■ **EXERCISE AIM**
Work through the entries below and show every line in which "that" is found.

[[ DATA EXTRACTS, beginning ]]

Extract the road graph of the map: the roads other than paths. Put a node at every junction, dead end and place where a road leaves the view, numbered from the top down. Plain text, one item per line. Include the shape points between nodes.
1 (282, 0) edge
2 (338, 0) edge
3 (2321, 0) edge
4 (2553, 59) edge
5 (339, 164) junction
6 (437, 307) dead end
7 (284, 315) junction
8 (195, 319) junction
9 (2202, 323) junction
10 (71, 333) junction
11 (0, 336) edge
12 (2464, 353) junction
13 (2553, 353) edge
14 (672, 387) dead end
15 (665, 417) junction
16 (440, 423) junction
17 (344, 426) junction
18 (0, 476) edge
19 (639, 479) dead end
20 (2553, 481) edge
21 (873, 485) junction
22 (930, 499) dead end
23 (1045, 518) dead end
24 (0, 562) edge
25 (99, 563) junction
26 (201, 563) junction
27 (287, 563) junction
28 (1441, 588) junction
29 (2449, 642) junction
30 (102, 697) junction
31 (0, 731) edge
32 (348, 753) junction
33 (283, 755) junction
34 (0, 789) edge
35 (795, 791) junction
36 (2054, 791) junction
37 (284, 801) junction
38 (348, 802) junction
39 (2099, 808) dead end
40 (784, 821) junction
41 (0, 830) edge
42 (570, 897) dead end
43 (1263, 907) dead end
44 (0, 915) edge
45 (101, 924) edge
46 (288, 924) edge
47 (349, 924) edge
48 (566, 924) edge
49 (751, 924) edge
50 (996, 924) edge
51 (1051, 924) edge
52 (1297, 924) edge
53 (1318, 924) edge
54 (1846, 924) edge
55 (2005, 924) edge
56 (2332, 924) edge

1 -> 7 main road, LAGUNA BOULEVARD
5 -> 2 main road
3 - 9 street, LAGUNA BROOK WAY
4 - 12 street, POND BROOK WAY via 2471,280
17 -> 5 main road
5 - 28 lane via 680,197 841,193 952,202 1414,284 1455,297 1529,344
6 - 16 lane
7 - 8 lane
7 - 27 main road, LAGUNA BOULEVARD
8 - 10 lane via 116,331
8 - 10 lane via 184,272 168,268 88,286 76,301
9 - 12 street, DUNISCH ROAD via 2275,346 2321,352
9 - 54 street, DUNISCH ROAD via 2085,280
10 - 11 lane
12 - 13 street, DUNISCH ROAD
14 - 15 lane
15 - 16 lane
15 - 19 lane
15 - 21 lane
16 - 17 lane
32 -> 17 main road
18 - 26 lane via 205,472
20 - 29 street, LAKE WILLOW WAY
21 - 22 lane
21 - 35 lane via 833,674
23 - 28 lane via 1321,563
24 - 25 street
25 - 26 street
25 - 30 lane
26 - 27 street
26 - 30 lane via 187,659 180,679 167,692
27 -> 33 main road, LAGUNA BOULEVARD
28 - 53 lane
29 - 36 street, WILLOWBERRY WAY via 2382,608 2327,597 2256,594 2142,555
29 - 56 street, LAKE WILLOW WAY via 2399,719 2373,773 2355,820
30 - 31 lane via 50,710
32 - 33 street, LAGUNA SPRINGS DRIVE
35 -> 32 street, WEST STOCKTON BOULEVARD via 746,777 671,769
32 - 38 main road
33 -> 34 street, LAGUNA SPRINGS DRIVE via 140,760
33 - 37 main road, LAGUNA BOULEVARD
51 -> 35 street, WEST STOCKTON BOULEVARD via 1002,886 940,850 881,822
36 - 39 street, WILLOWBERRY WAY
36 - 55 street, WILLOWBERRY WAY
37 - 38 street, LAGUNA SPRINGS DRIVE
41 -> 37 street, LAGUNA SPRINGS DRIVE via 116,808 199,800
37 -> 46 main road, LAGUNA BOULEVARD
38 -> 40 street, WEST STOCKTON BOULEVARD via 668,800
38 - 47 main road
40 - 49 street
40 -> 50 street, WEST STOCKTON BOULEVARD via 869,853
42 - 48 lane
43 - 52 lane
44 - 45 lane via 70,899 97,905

[[ DATA EXTRACTS, end ]]
[[ DATA EXTRACTS, beginning ]]

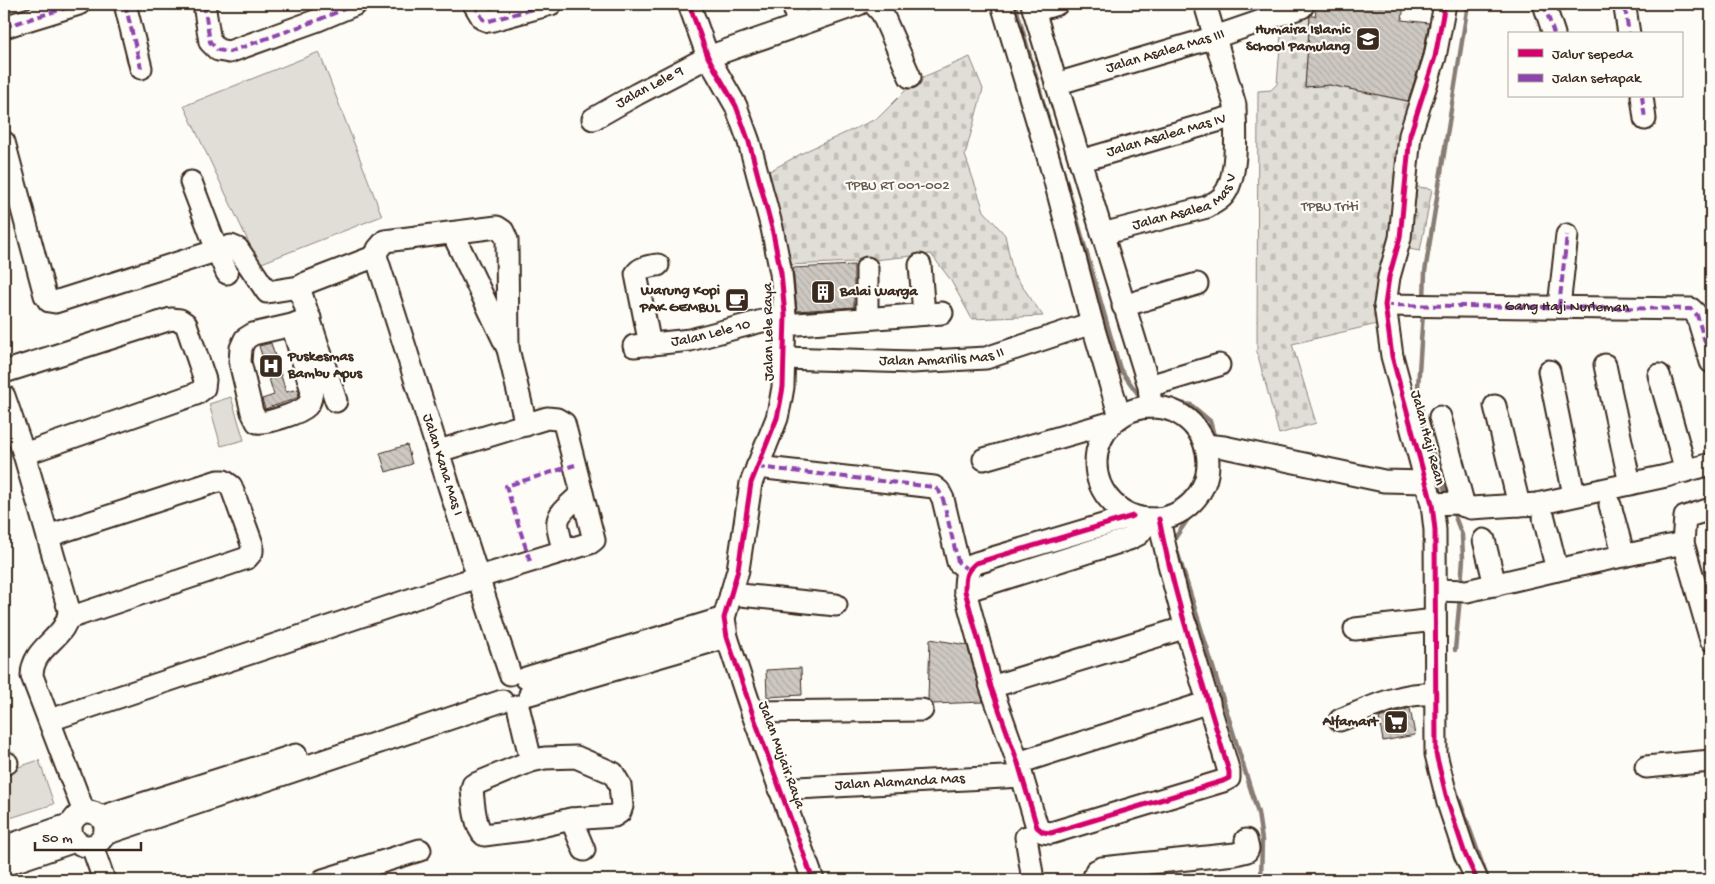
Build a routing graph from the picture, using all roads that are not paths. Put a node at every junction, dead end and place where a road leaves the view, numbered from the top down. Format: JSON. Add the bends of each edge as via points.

[[ DATA EXTRACTS, end ]]
[[ DATA EXTRACTS, beginning ]]

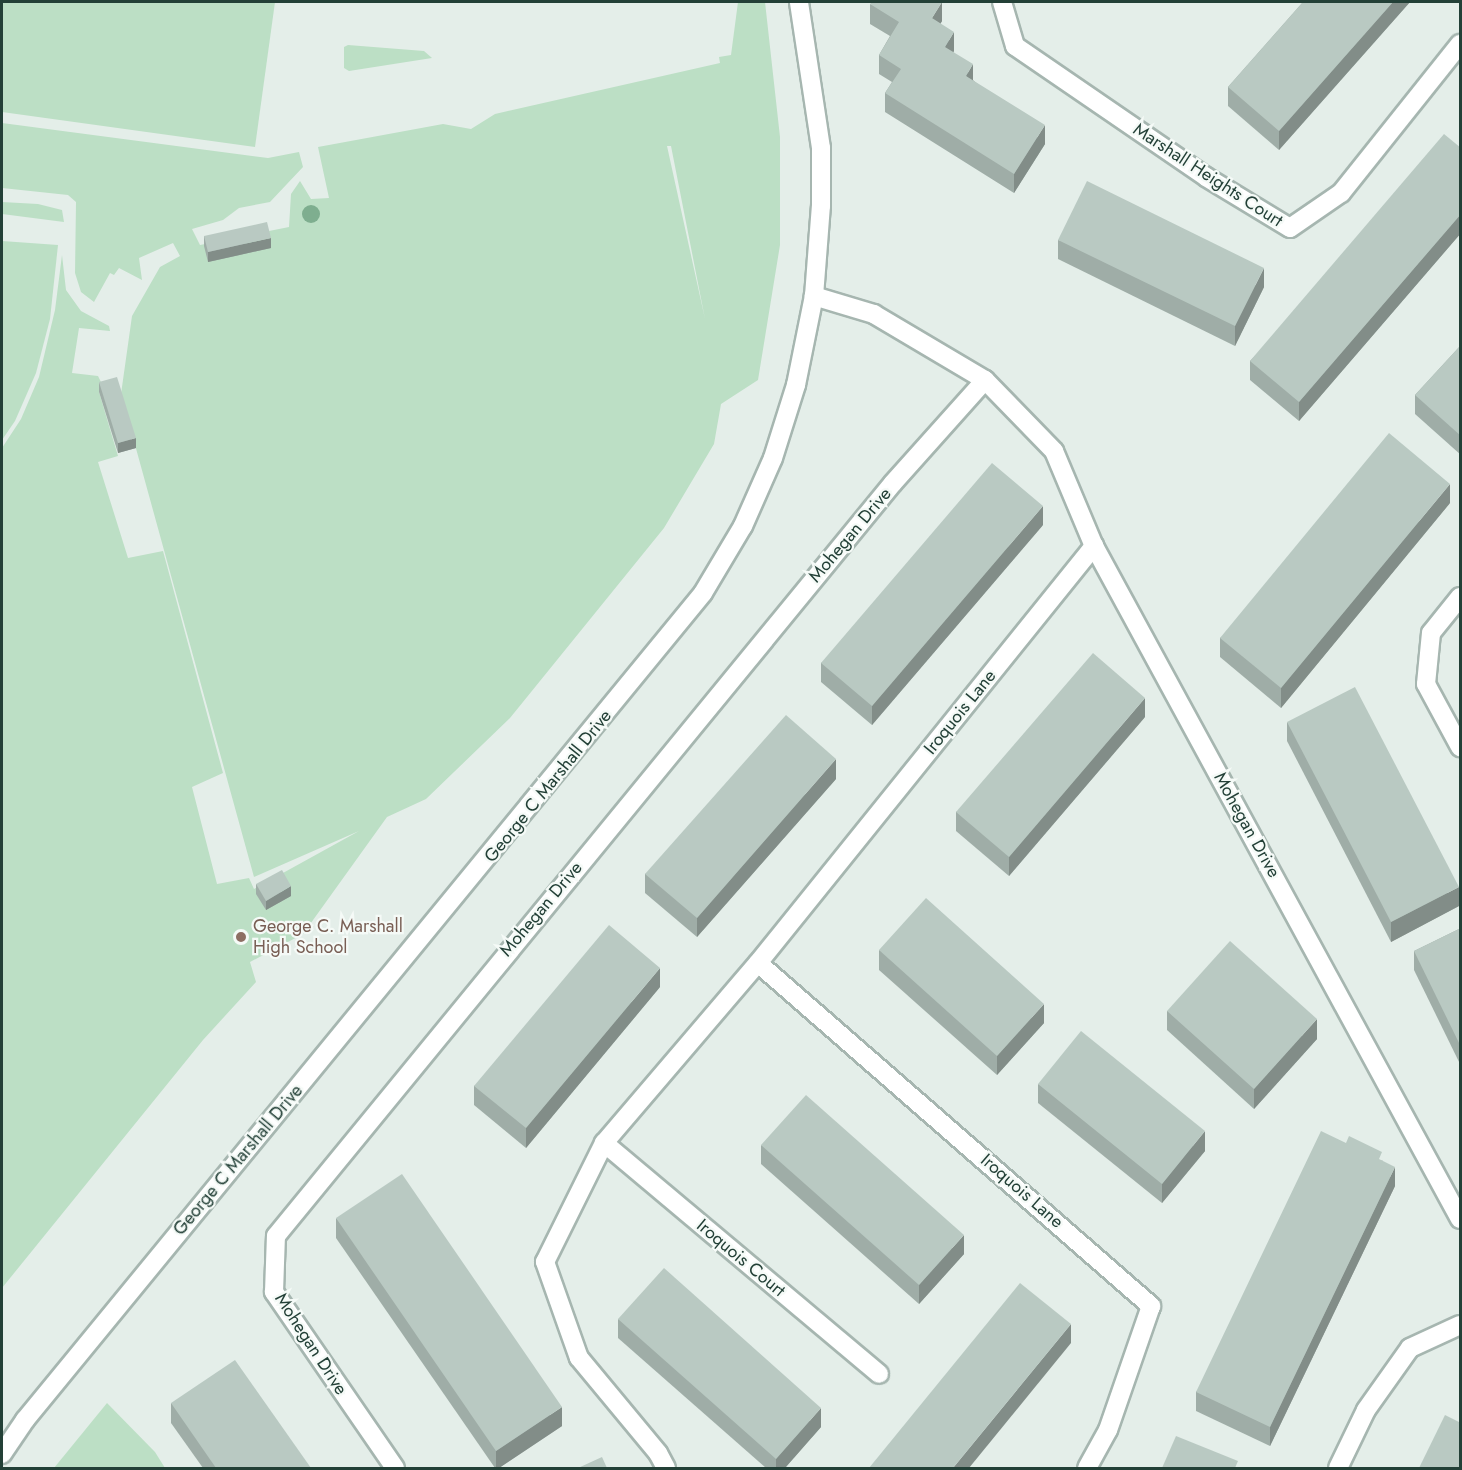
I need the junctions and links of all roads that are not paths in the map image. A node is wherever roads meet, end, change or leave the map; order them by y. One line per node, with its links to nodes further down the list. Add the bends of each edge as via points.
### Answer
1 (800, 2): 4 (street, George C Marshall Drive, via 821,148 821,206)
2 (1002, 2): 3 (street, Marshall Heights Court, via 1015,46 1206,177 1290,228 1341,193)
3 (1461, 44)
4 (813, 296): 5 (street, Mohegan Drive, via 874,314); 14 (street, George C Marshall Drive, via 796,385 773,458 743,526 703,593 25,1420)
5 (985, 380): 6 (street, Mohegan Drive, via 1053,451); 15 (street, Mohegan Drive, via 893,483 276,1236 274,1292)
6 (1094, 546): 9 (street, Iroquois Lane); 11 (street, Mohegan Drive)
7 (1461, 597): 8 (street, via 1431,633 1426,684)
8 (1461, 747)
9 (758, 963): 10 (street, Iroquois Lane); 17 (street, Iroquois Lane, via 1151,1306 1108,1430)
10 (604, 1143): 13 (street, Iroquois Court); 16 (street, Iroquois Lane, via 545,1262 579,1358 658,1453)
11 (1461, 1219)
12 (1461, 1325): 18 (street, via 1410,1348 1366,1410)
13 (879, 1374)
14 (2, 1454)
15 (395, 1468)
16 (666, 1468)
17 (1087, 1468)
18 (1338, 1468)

[[ DATA EXTRACTS, end ]]

■ **REPLY**
Build a routing graph from the picture, using all roads that are not paths. Put a node at every junction, dead end and place where a road leaves the view, numbered from the top down. Format: JSON. Add the bends of each edge as via points.
I need the junctions and links of all roads that are not paths in the map image. A node is wherever roads meet, end, change or leave the map; order them by y. One line per node, with its links to nodes further down the list. Add the bends of each edge as via points.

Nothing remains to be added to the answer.